* _Directions_:
Whenever the word "links" turns up in a line below, that line should be copied.

───── Input material

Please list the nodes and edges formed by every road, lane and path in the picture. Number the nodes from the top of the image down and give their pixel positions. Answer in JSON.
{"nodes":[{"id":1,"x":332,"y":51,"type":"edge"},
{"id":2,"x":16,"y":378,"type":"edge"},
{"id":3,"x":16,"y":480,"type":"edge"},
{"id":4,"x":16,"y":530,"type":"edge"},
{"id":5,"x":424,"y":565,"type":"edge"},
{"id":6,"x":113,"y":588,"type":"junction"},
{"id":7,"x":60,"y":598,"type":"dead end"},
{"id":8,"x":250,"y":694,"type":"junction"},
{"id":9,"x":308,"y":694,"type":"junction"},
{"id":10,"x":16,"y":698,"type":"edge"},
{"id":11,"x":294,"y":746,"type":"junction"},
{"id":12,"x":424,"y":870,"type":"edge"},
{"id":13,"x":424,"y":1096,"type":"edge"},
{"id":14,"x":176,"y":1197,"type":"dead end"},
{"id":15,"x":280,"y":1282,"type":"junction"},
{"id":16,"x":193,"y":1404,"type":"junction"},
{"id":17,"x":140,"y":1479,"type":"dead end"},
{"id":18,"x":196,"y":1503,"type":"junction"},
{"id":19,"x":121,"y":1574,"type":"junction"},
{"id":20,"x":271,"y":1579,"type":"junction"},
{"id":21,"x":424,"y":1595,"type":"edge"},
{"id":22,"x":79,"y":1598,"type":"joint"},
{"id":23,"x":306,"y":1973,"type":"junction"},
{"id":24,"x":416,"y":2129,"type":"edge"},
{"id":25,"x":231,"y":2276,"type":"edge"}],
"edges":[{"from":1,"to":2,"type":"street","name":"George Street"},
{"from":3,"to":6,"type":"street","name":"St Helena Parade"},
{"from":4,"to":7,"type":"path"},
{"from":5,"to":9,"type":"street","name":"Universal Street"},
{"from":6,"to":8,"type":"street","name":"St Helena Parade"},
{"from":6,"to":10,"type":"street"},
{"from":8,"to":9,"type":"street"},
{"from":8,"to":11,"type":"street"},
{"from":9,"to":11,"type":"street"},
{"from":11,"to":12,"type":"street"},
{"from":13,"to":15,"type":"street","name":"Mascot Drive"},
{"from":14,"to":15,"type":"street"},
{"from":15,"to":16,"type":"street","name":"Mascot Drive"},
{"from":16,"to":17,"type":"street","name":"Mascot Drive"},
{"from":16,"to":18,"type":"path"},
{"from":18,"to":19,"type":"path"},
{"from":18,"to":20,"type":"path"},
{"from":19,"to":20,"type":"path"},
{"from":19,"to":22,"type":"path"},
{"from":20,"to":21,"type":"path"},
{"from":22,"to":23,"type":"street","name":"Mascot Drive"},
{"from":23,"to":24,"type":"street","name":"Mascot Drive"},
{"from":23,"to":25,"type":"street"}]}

──────────
───── Input material

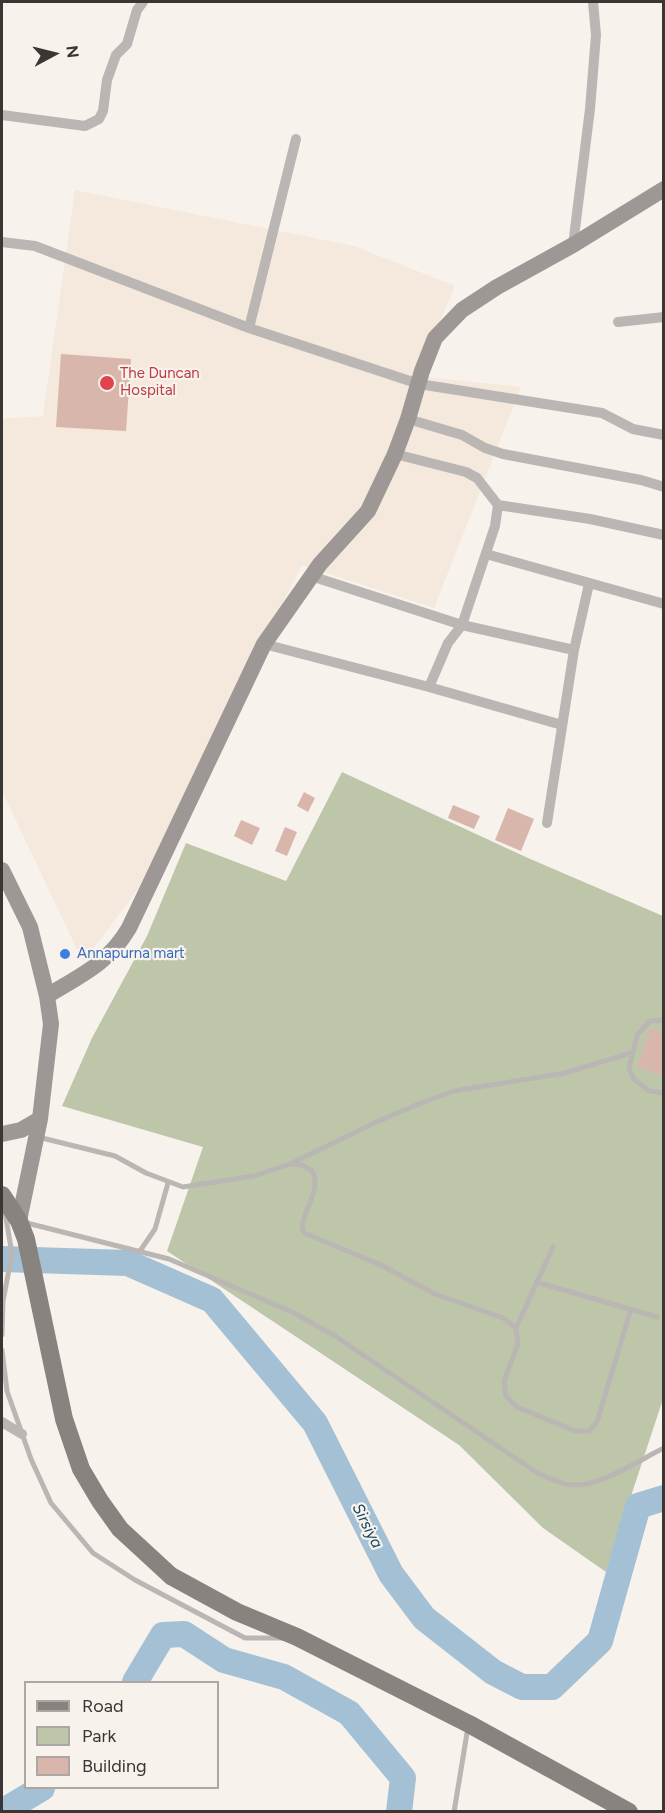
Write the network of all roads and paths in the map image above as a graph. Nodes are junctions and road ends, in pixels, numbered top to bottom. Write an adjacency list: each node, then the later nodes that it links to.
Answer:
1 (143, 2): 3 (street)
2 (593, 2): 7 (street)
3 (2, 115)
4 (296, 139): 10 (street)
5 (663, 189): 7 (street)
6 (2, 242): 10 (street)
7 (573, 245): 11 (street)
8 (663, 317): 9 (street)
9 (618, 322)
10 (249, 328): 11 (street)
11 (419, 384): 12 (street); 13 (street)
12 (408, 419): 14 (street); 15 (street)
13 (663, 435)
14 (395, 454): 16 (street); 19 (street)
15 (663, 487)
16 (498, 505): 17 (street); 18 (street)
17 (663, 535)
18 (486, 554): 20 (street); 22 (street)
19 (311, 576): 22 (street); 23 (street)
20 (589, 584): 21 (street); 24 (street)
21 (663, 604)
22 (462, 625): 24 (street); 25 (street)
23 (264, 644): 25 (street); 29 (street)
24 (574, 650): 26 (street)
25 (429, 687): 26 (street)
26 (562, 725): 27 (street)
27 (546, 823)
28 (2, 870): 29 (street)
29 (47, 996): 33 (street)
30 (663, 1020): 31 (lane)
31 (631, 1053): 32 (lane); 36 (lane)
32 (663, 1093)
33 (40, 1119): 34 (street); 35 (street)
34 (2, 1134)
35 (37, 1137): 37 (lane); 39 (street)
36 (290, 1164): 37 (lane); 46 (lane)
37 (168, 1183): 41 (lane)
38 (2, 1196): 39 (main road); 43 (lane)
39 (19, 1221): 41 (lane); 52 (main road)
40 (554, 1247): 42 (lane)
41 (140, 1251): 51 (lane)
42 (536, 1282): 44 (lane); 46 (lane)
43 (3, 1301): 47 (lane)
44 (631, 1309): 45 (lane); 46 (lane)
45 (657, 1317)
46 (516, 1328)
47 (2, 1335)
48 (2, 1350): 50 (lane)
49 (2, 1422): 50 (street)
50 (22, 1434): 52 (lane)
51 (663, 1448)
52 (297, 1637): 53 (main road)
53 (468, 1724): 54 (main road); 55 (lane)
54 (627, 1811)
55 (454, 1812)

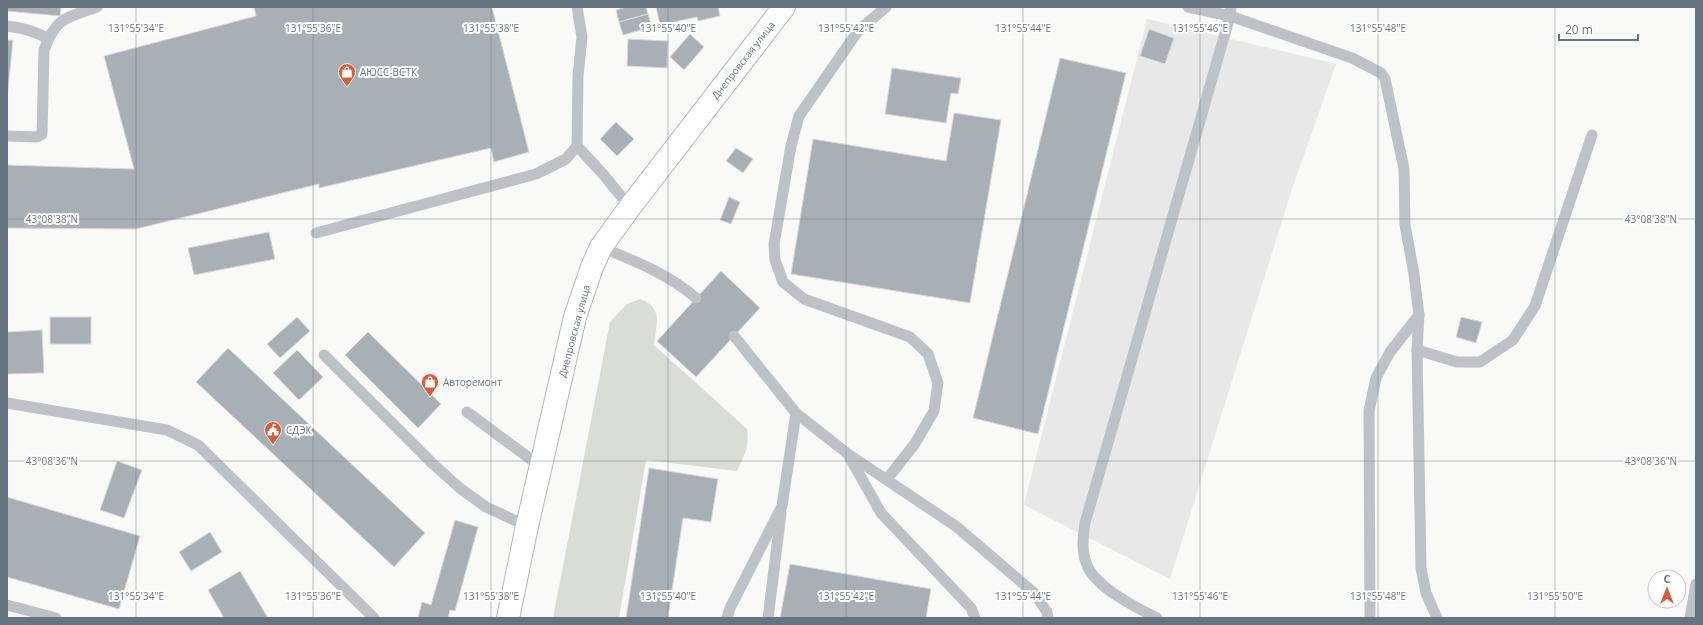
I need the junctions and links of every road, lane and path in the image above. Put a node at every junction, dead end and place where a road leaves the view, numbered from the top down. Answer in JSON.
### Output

──────────
───── Input material

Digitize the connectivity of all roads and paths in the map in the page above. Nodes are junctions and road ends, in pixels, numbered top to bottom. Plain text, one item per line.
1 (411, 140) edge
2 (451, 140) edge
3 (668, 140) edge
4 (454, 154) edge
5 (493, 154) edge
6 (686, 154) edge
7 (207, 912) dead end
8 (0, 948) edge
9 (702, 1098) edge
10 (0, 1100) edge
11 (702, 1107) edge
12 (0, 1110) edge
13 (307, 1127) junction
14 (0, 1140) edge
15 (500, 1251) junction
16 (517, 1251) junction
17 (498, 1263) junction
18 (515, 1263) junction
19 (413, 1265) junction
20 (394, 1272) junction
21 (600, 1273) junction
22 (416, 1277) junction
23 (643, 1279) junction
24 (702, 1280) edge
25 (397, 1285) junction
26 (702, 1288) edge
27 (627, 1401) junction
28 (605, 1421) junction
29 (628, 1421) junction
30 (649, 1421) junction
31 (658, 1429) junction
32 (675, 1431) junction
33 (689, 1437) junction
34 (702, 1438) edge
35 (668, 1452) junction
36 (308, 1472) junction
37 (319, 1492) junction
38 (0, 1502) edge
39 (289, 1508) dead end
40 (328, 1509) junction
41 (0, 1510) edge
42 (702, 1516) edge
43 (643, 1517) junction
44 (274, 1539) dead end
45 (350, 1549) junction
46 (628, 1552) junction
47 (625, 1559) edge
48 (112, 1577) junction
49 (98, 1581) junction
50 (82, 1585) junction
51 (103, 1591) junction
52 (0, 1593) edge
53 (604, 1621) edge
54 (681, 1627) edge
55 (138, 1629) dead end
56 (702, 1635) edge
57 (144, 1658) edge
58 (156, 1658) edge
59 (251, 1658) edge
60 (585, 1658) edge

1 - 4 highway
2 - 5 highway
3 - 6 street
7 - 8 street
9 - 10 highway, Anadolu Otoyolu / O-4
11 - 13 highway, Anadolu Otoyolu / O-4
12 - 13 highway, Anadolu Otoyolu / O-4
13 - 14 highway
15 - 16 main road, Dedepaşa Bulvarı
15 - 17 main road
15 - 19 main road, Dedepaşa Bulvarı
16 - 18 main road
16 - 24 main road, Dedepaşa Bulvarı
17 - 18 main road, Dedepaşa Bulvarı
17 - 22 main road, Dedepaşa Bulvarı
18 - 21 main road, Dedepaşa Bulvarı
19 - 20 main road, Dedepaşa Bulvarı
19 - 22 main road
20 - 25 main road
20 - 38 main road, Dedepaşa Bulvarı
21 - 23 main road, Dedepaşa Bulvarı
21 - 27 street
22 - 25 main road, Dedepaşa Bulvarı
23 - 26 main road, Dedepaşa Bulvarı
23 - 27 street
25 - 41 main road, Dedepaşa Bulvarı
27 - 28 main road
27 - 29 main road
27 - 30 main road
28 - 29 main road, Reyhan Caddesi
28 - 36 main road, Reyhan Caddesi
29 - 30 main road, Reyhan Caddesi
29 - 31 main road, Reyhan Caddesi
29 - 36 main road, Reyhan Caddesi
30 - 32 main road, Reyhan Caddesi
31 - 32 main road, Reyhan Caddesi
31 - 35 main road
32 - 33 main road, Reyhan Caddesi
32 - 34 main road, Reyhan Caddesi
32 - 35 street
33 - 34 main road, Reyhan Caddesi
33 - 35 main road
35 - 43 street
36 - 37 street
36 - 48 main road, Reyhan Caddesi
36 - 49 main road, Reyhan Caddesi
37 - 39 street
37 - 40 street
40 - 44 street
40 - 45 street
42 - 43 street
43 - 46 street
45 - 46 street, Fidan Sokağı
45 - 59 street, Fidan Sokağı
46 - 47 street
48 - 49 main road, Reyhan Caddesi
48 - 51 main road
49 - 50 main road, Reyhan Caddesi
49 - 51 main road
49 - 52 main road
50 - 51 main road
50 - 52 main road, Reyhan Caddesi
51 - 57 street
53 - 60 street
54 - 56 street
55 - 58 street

──────────

* _Solution to this exercise_:
Write the network of all roads and paths in the map image above as a graph. Nodes are junctions and road ends, in pixels, numbered top to bottom. Write an adjacency list: each node, then the later nodes that it links to.
I need the junctions and links of every road, lane and path in the image above. Put a node at every junction, dead end and place where a road leaves the view, numbered from the top down. Answer in JSON.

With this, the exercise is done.